Task statement: Extract every line of the material that holds the string "edges".

= Beginning of Section =

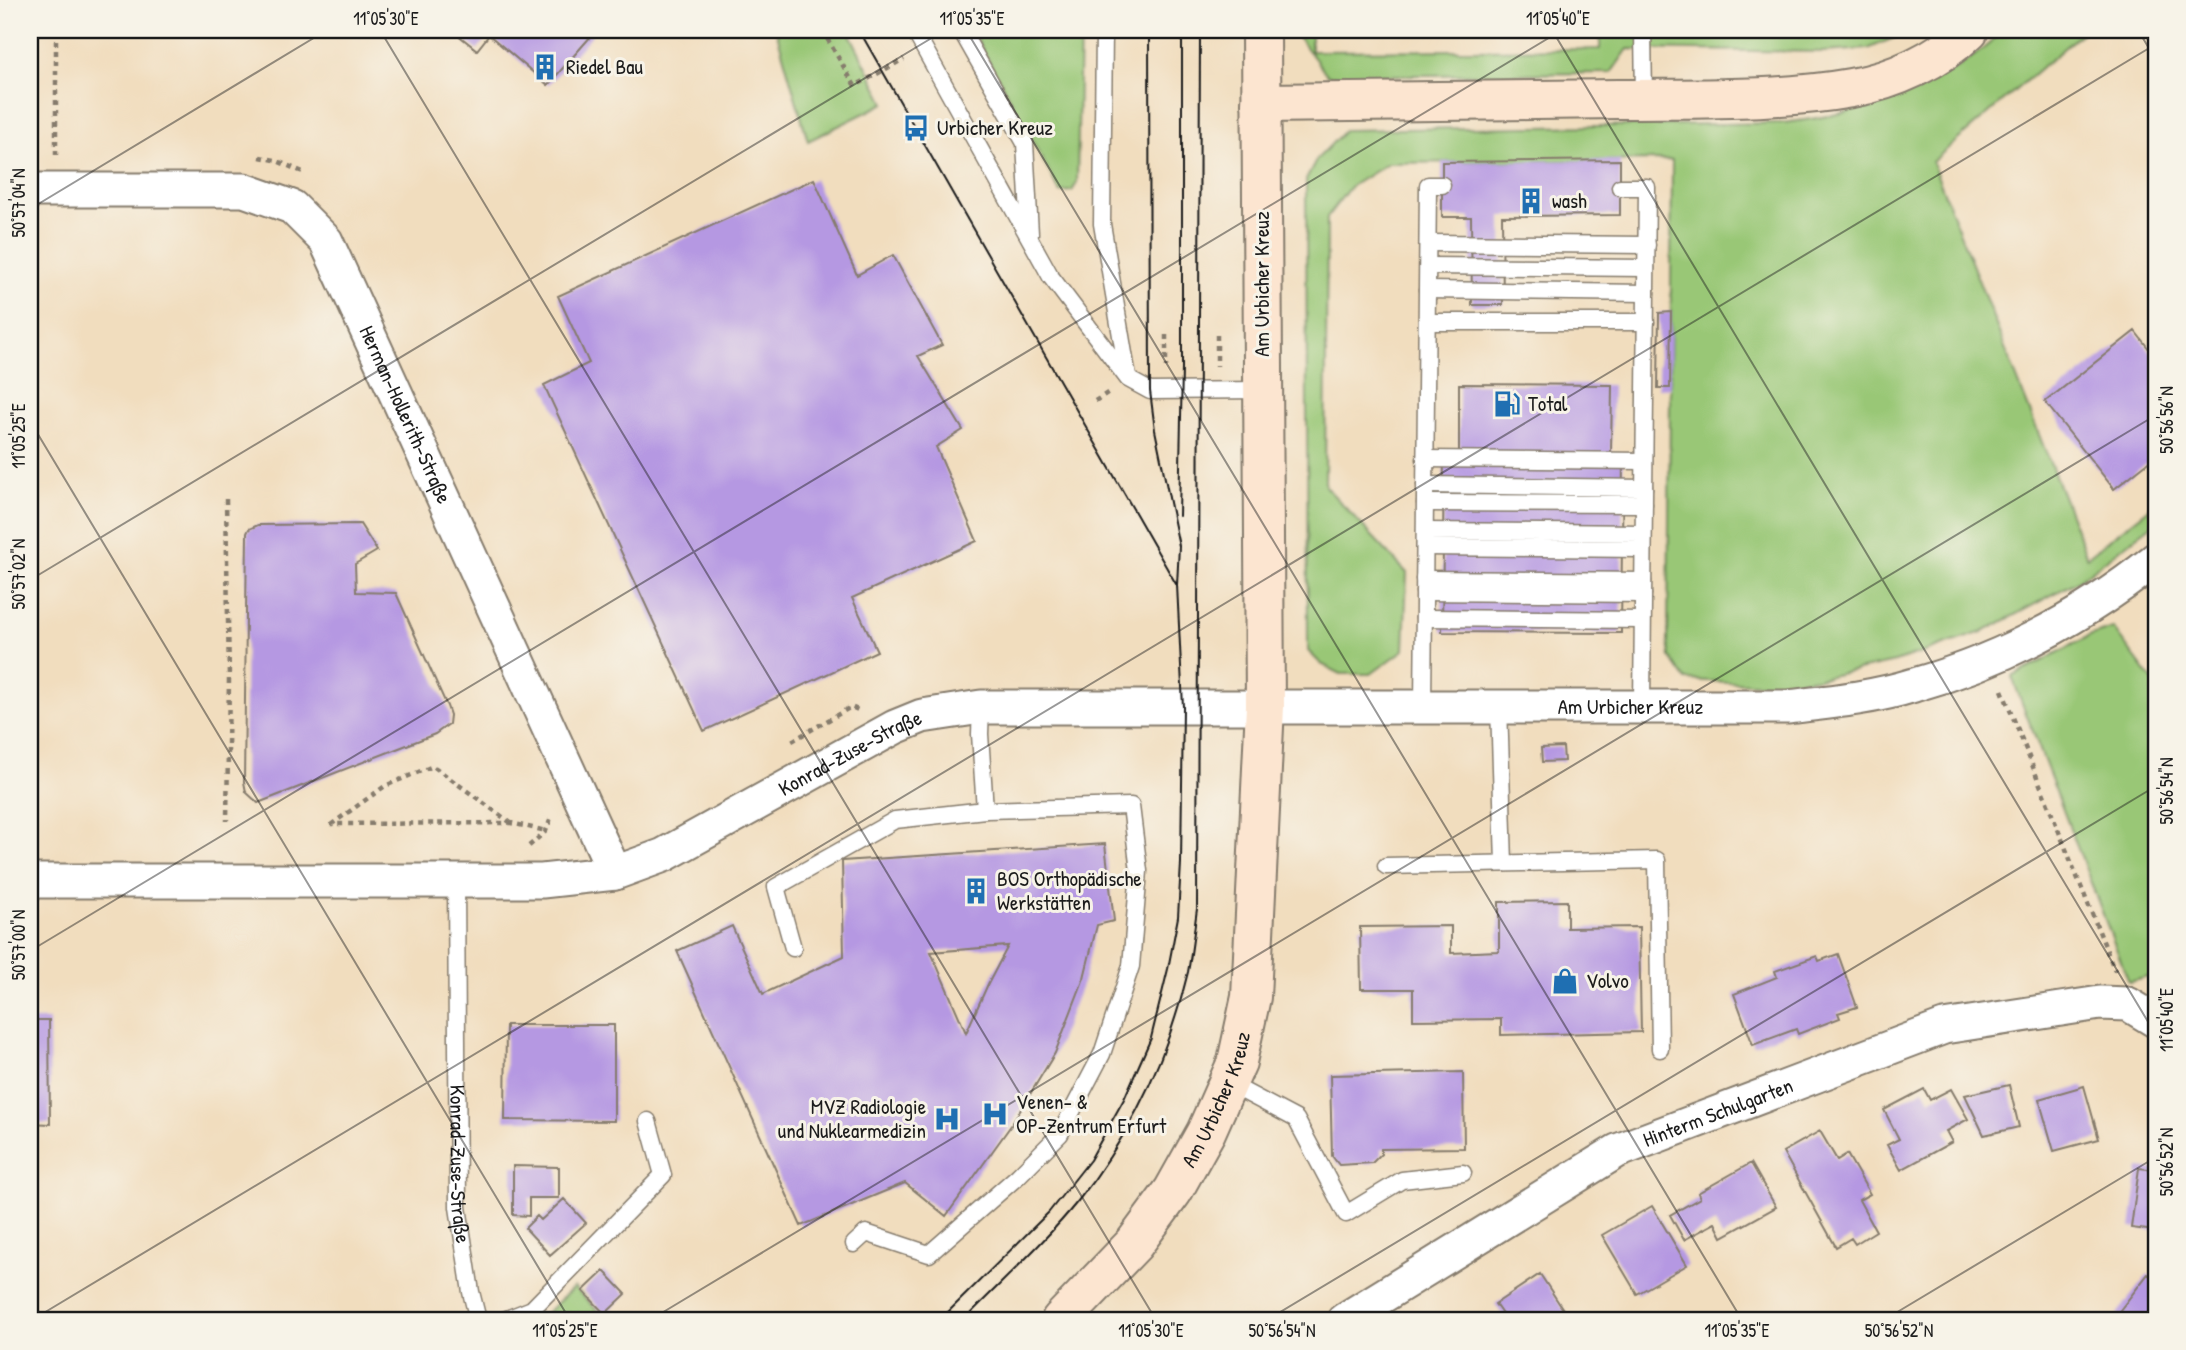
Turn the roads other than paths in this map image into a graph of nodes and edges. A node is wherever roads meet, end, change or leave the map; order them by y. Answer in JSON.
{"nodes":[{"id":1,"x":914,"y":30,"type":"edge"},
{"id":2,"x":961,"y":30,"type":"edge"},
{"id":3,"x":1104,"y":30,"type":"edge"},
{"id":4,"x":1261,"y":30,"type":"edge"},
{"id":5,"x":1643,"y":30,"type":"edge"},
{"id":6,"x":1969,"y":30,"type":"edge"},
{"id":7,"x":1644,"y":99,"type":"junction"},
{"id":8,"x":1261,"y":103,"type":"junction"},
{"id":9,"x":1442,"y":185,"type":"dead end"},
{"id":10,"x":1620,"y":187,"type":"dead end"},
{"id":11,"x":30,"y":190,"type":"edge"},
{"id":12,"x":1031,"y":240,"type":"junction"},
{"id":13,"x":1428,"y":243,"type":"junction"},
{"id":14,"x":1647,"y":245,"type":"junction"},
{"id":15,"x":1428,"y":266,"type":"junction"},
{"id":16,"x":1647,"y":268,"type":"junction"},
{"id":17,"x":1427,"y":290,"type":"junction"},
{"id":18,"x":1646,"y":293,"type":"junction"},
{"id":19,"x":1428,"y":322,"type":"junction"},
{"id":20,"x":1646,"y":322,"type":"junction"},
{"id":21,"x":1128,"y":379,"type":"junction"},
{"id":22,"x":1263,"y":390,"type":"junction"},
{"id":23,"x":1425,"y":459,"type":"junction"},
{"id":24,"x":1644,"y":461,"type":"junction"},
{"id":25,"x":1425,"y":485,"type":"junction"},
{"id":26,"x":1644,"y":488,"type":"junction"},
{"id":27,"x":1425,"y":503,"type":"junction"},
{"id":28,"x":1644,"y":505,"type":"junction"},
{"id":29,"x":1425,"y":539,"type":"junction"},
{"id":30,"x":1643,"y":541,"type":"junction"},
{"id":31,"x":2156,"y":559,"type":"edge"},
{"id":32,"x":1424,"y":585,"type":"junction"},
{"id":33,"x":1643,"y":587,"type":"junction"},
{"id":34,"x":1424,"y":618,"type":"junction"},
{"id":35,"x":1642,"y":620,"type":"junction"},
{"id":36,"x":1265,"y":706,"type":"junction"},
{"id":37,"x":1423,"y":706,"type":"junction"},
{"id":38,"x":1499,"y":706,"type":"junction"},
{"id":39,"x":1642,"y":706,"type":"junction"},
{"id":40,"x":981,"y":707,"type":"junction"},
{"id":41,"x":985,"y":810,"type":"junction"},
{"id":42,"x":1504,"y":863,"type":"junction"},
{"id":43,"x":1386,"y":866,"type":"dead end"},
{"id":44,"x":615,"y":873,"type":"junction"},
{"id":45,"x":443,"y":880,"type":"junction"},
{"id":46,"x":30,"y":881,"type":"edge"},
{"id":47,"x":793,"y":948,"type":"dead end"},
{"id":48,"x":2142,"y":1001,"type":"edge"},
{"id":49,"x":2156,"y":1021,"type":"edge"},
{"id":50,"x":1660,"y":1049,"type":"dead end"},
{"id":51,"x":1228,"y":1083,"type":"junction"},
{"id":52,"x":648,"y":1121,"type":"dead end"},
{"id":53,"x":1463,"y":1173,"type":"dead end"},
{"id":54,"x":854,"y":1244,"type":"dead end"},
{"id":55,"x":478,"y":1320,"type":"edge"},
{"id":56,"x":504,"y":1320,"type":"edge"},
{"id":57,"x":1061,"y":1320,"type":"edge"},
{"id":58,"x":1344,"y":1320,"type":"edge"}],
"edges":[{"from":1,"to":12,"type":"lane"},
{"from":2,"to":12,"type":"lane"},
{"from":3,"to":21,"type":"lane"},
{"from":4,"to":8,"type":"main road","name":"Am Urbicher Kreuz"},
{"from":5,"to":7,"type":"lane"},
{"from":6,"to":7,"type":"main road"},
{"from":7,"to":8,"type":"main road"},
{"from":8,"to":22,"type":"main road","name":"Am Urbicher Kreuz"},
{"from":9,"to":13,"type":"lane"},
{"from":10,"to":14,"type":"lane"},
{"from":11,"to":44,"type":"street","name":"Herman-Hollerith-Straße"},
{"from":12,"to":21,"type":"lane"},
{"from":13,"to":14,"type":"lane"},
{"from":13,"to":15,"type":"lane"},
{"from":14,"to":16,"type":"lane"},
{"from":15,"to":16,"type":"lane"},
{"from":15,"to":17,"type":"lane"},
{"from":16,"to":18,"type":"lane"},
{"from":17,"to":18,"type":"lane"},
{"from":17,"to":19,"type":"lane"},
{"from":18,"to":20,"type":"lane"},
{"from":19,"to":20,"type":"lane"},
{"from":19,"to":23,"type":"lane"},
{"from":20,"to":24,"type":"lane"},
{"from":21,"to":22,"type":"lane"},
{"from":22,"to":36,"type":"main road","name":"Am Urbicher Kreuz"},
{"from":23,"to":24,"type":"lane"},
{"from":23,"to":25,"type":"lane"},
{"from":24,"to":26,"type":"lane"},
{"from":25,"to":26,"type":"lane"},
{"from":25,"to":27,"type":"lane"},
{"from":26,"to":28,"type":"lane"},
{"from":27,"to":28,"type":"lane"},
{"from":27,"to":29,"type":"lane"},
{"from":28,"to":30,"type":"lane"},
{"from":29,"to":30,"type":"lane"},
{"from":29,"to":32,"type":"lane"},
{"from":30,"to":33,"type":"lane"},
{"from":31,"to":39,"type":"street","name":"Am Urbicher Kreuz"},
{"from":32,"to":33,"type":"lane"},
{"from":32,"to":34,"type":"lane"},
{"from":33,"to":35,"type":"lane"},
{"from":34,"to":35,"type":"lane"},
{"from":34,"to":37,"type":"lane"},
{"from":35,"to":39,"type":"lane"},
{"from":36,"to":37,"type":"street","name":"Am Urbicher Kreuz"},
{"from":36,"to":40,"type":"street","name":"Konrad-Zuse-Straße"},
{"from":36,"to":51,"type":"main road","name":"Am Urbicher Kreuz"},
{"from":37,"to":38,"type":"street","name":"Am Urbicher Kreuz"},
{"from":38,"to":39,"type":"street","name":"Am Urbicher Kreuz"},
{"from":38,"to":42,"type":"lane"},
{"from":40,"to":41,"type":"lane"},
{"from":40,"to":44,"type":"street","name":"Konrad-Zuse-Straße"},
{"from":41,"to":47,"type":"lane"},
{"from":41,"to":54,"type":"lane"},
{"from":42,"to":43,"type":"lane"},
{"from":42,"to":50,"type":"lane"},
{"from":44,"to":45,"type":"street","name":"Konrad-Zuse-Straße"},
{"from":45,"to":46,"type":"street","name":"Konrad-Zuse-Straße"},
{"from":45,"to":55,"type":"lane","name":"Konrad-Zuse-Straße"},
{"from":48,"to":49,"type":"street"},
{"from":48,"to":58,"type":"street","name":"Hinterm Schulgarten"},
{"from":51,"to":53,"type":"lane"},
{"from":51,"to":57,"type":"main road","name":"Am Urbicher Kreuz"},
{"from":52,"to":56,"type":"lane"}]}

= End of Section =

Task result:
Turn the roads other than paths in this map image into a graph of nodes and edges. A node is wherever roads meet, end, change or leave the map; order them by y. Answer in JSON.
"edges":[{"from":1,"to":12,"type":"lane"},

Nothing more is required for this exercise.